Lo que es morirse no sé, pero llegar a viejo es una gran decepción. Los jóvenes no te respetan y los de tu quinta se mueren. Hace demasiados años que no me invitan a una despedida de solteros, pero al cementerio cada vez voy con mayor frecuencia. No compensa ser viejo, y más cuando descubres que nada es como creías cuando eras joven. Cuando era joven, por alguna extraña razón, creía que la gloria estaba reservada a los viejos. Y no, lo único que tenemos reservado los viejos es la muerte. Y qué triste resulta reconocer que por fuera la gente te ve diferente (porque lo estás) cuando por dentro te sientes igual. Ser viejo es más físico que intelectual o emocional. Ser viejo es una tragedia.

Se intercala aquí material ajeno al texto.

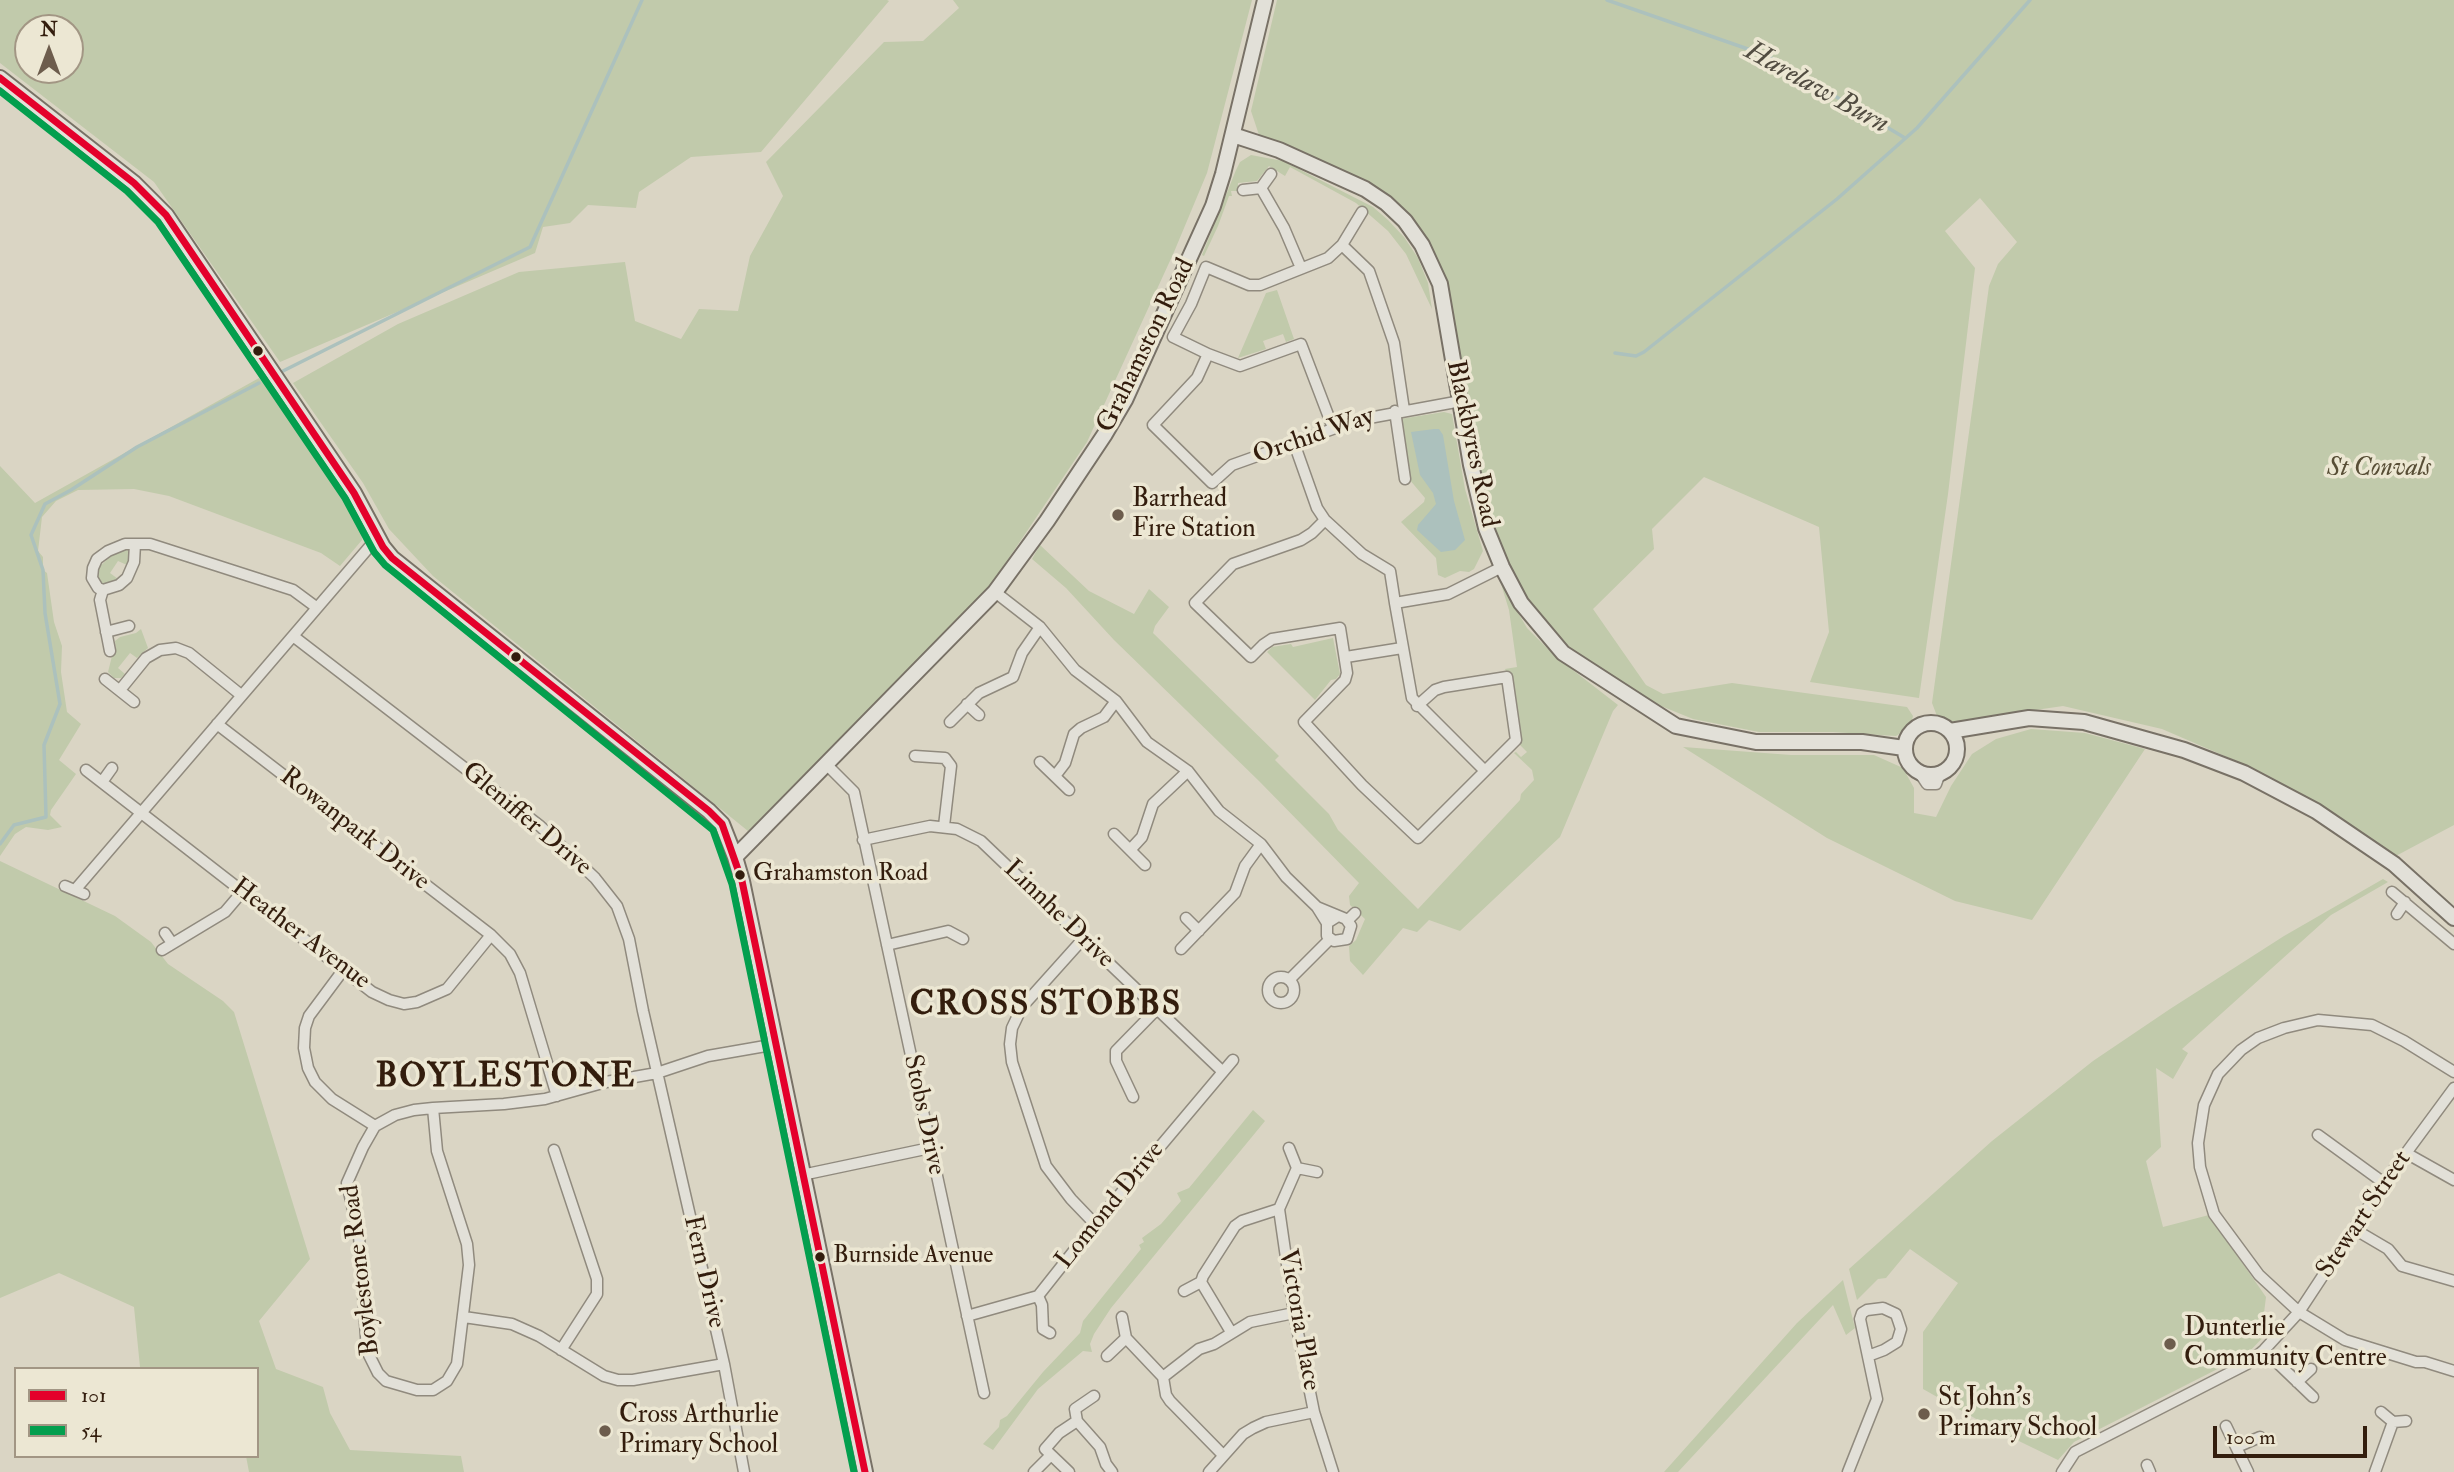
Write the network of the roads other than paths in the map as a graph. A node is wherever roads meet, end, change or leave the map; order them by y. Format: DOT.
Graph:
graph roads {
  1 [pos="1265,0"];
  2 [pos="0,78"];
  3 [pos="1233,135"];
  4 [pos="1271,174"];
  5 [pos="1261,188"];
  6 [pos="1243,190"];
  7 [pos="1362,212"];
  8 [pos="1342,245"];
  9 [pos="1301,268"];
  10 [pos="1208,354"];
  11 [pos="1461,401"];
  12 [pos="1399,411"];
  13 [pos="1333,428"];
  14 [pos="1294,443"];
  15 [pos="1405,479"];
  16 [pos="1325,520"];
  17 [pos="377,538"];
  18 [pos="135,544"];
  19 [pos="1502,567"];
  20 [pos="103,590"];
  21 [pos="995,592"];
  22 [pos="1395,603"];
  23 [pos="316,607"];
  24 [pos="129,626"];
  25 [pos="1040,627"];
  26 [pos="106,632"];
  27 [pos="293,636"];
  28 [pos="1402,648"];
  29 [pos="110,651"];
  30 [pos="1346,657"];
  31 [pos="105,679"];
  32 [pos="120,690"];
  33 [pos="240,695"];
  34 [pos="1116,701"];
  35 [pos="134,702"];
  36 [pos="967,704"];
  37 [pos="1418,706"];
  38 [pos="979,715"];
  39 [pos="950,722"];
  40 [pos="217,724"];
  41 [pos="1950,731"];
  42 [pos="1904,748"];
  43 [pos="915,756"];
  44 [pos="1040,762"];
  45 [pos="827,765"];
  46 [pos="112,768"];
  47 [pos="86,770"];
  48 [pos="1188,771"];
  49 [pos="1485,771"];
  50 [pos="1055,776"];
  51 [pos="102,782"];
  52 [pos="1069,790"];
  53 [pos="142,814"];
  54 [pos="944,826"];
  55 [pos="1114,834"];
  56 [pos="863,839"];
  57 [pos="1261,844"];
  58 [pos="1130,850"];
  59 [pos="735,857"];
  60 [pos="1145,865"];
  61 [pos="75,890"];
  62 [pos="242,892"];
  63 [pos="2392,892"];
  64 [pos="2405,902"];
  65 [pos="1317,907"];
  66 [pos="2397,914"];
  67 [pos="1347,917"];
  68 [pos="1186,918"];
  69 [pos="2454,918"];
  70 [pos="1327,923"];
  71 [pos="1199,931"];
  72 [pos="165,933"];
  73 [pos="491,935"];
  74 [pos="964,939"];
  75 [pos="1083,939"];
  76 [pos="1330,939"];
  77 [pos="172,943"];
  78 [pos="2454,944"];
  79 [pos="887,945"];
  80 [pos="1181,949"];
  81 [pos="162,950"];
  82 [pos="344,969"];
  83 [pos="1289,980"];
  84 [pos="1156,1010"];
  85 [pos="777,1044"];
  86 [pos="1233,1060"];
  87 [pos="1223,1072"];
  88 [pos="2454,1072"];
  89 [pos="657,1073"];
  90 [pos="2454,1088"];
  91 [pos="557,1096"];
  92 [pos="1133,1097"];
  93 [pos="433,1108"];
  94 [pos="375,1126"];
  95 [pos="2318,1135"];
  96 [pos="930,1148"];
  97 [pos="1289,1148"];
  98 [pos="554,1150"];
  99 [pos="2406,1153"];
  100 [pos="1297,1168"];
  101 [pos="1317,1172"];
  102 [pos="802,1175"];
  103 [pos="2454,1180"];
  104 [pos="2384,1183"];
  105 [pos="1279,1209"];
  106 [pos="1095,1224"];
  107 [pos="2354,1229"];
  108 [pos="2454,1281"];
  109 [pos="1201,1282"];
  110 [pos="1184,1291"];
  111 [pos="1038,1296"];
  112 [pos="2299,1312"];
  113 [pos="1294,1313"];
  114 [pos="967,1316"];
  115 [pos="464,1317"];
  116 [pos="1122,1317"];
  117 [pos="1231,1332"];
  118 [pos="1050,1333"];
  119 [pos="1126,1338"];
  120 [pos="561,1350"];
  121 [pos="2264,1350"];
  122 [pos="1107,1356"];
  123 [pos="1868,1356"];
  124 [pos="724,1364"];
  125 [pos="2311,1369"];
  126 [pos="2454,1371"];
  127 [pos="1163,1377"];
  128 [pos="2297,1382"];
  129 [pos="984,1394"];
  130 [pos="1094,1396"];
  131 [pos="2313,1397"];
  132 [pos="1314,1412"];
  133 [pos="2381,1412"];
  134 [pos="1077,1421"];
  135 [pos="2406,1421"];
  136 [pos="2393,1422"];
  137 [pos="2226,1426"];
  138 [pos="2260,1437"];
  139 [pos="2237,1447"];
  140 [pos="1223,1455"];
  141 [pos="1050,1456"];
  142 [pos="744,1472"];
  143 [pos="865,1472"];
  144 [pos="1034,1472"];
  145 [pos="1069,1472"];
  146 [pos="1112,1472"];
  147 [pos="1209,1472"];
  148 [pos="1333,1472"];
  149 [pos="1848,1472"];
  150 [pos="2062,1472"];
  151 [pos="2248,1472"];
  152 [pos="2375,1472"];
  1 -- 3 [label="main road, Grahamston Road"];
  2 -- 17 [label="main road"];
  3 -- 11 [label="main road, Blackbyres Road"];
  3 -- 21 [label="main road, Grahamston Road"];
  4 -- 5 [label="street"];
  5 -- 6 [label="street"];
  5 -- 9 [label="street"];
  7 -- 8 [label="street"];
  8 -- 9 [label="street"];
  8 -- 12 [label="street, Orchid Way"];
  9 -- 10 [label="street"];
  10 -- 13 [label="street"];
  10 -- 14 [label="street, Orchid Way"];
  11 -- 12 [label="street, Orchid Way"];
  11 -- 19 [label="main road, Blackbyres Road"];
  12 -- 13 [label="street, Orchid Way"];
  12 -- 15 [label="street, Orchid Way"];
  13 -- 14 [label="street, Orchid Way"];
  14 -- 16 [label="street"];
  16 -- 22 [label="street"];
  16 -- 30 [label="street"];
  17 -- 23 [label="street"];
  17 -- 59 [label="main road"];
  18 -- 20 [label="street"];
  18 -- 20 [label="street"];
  18 -- 23 [label="street"];
  19 -- 22 [label="street"];
  19 -- 42 [label="main road, Blackbyres Road"];
  20 -- 26 [label="street"];
  21 -- 25 [label="street"];
  21 -- 45 [label="main road, Grahamston Road"];
  22 -- 28 [label="street"];
  23 -- 27 [label="street"];
  24 -- 26 [label="street"];
  25 -- 34 [label="street"];
  25 -- 36 [label="street"];
  26 -- 29 [label="street"];
  27 -- 33 [label="street"];
  27 -- 89 [label="street, Gleniffer Drive"];
  28 -- 30 [label="street"];
  28 -- 37 [label="street"];
  30 -- 49 [label="street"];
  31 -- 32 [label="street"];
  32 -- 33 [label="street"];
  32 -- 35 [label="street"];
  33 -- 40 [label="street"];
  34 -- 48 [label="street"];
  34 -- 50 [label="street"];
  36 -- 38 [label="street"];
  36 -- 39 [label="street"];
  37 -- 49 [label="street"];
  37 -- 49 [label="street"];
  40 -- 53 [label="street"];
  40 -- 73 [label="street, Rowanpark Drive"];
  41 -- 42 [label="main road"];
  41 -- 42 [label="main road"];
  41 -- 69 [label="main road"];
  43 -- 54 [label="street"];
  44 -- 50 [label="street"];
  45 -- 56 [label="street, Stobs Drive"];
  45 -- 59 [label="main road, Grahamston Road"];
  46 -- 51 [label="street"];
  47 -- 51 [label="street, Heather Avenue"];
  48 -- 57 [label="street"];
  48 -- 58 [label="street"];
  50 -- 52 [label="street"];
  51 -- 53 [label="street, Heather Avenue"];
  53 -- 61 [label="street"];
  53 -- 62 [label="street, Heather Avenue"];
  54 -- 56 [label="street, Linnhe Drive"];
  54 -- 75 [label="street, Linnhe Drive"];
  55 -- 58 [label="street"];
  56 -- 79 [label="street, Stobs Drive"];
  57 -- 65 [label="street"];
  57 -- 71 [label="street"];
  58 -- 60 [label="street"];
  59 -- 85 [label="main road"];
  62 -- 77 [label="street"];
  62 -- 82 [label="street, Heather Avenue"];
  63 -- 64 [label="street"];
  64 -- 66 [label="street"];
  64 -- 78 [label="street"];
  65 -- 67 [label="street"];
  65 -- 70 [label="street"];
  67 -- 70 [label="street"];
  67 -- 76 [label="street"];
  68 -- 71 [label="street"];
  70 -- 76 [label="street"];
  71 -- 80 [label="street"];
  72 -- 77 [label="street"];
  73 -- 82 [label="street, Heather Avenue"];
  73 -- 91 [label="street, Rowanpark Drive"];
  74 -- 79 [label="street"];
  75 -- 84 [label="street, Linnhe Drive"];
  75 -- 106 [label="street"];
  76 -- 83 [label="street"];
  77 -- 81 [label="street"];
  79 -- 96 [label="street, Stobs Drive"];
  82 -- 94 [label="street"];
  84 -- 87 [label="street, Linnhe Drive"];
  84 -- 92 [label="street"];
  85 -- 89 [label="street"];
  85 -- 102 [label="main road"];
  86 -- 87 [label="street, Lomond Drive"];
  87 -- 106 [label="street, Lomond Drive"];
  88 -- 112 [label="street"];
  89 -- 91 [label="street"];
  89 -- 124 [label="street, Fern Drive"];
  90 -- 99 [label="street, Stewart Street"];
  91 -- 93 [label="street"];
  93 -- 94 [label="street"];
  93 -- 115 [label="street, Boylestone Road"];
  94 -- 115 [label="street, Boylestone Road"];
  95 -- 104 [label="street"];
  96 -- 102 [label="street"];
  96 -- 114 [label="street, Stobs Drive"];
  97 -- 100 [label="street"];
  98 -- 120 [label="street"];
  99 -- 103 [label="street"];
  99 -- 104 [label="street, Stewart Street"];
  100 -- 101 [label="street"];
  100 -- 105 [label="street"];
  102 -- 143 [label="main road"];
  104 -- 107 [label="street, Stewart Street"];
  105 -- 109 [label="street"];
  105 -- 113 [label="street, Victoria Place"];
  106 -- 111 [label="street, Lomond Drive"];
  107 -- 108 [label="street"];
  107 -- 112 [label="street, Stewart Street"];
  109 -- 110 [label="street"];
  109 -- 117 [label="street"];
  111 -- 114 [label="street, Lomond Drive"];
  111 -- 118 [label="street"];
  112 -- 121 [label="street, Stewart Street"];
  112 -- 126 [label="street"];
  113 -- 117 [label="street"];
  113 -- 132 [label="street, Victoria Place"];
  114 -- 129 [label="street, Stobs Drive"];
  115 -- 120 [label="street"];
  116 -- 119 [label="street"];
  117 -- 127 [label="street"];
  119 -- 122 [label="street"];
  119 -- 127 [label="street"];
  120 -- 124 [label="street"];
  121 -- 128 [label="street"];
  121 -- 150 [label="street, Stewart Street"];
  123 -- 123 [label="street"];
  123 -- 149 [label="street"];
  124 -- 142 [label="street, Fern Drive"];
  125 -- 128 [label="street"];
  127 -- 140 [label="street"];
  128 -- 131 [label="street"];
  130 -- 134 [label="street"];
  132 -- 140 [label="street"];
  132 -- 148 [label="street, Victoria Place"];
  133 -- 136 [label="street"];
  134 -- 141 [label="street"];
  134 -- 146 [label="street"];
  135 -- 136 [label="street"];
  136 -- 152 [label="street"];
  137 -- 139 [label="street"];
  138 -- 139 [label="street"];
  139 -- 151 [label="street"];
  140 -- 147 [label="street"];
  141 -- 144 [label="street"];
  141 -- 145 [label="street"];
}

Un domingo de ir a misa y buen sermón, diría que no se debe confundir el valor real de las cosas, y que si es cierto que todo tiene un precio, debemos estar dispuestos a pagar por las cosas importantes de la vida. Hablo del amor, la familia, la familia, ¡carajo!, la amistad, los sentimientos colindantes, o cualquier otra cosa que merezca la pena. Mejor pagar y callar.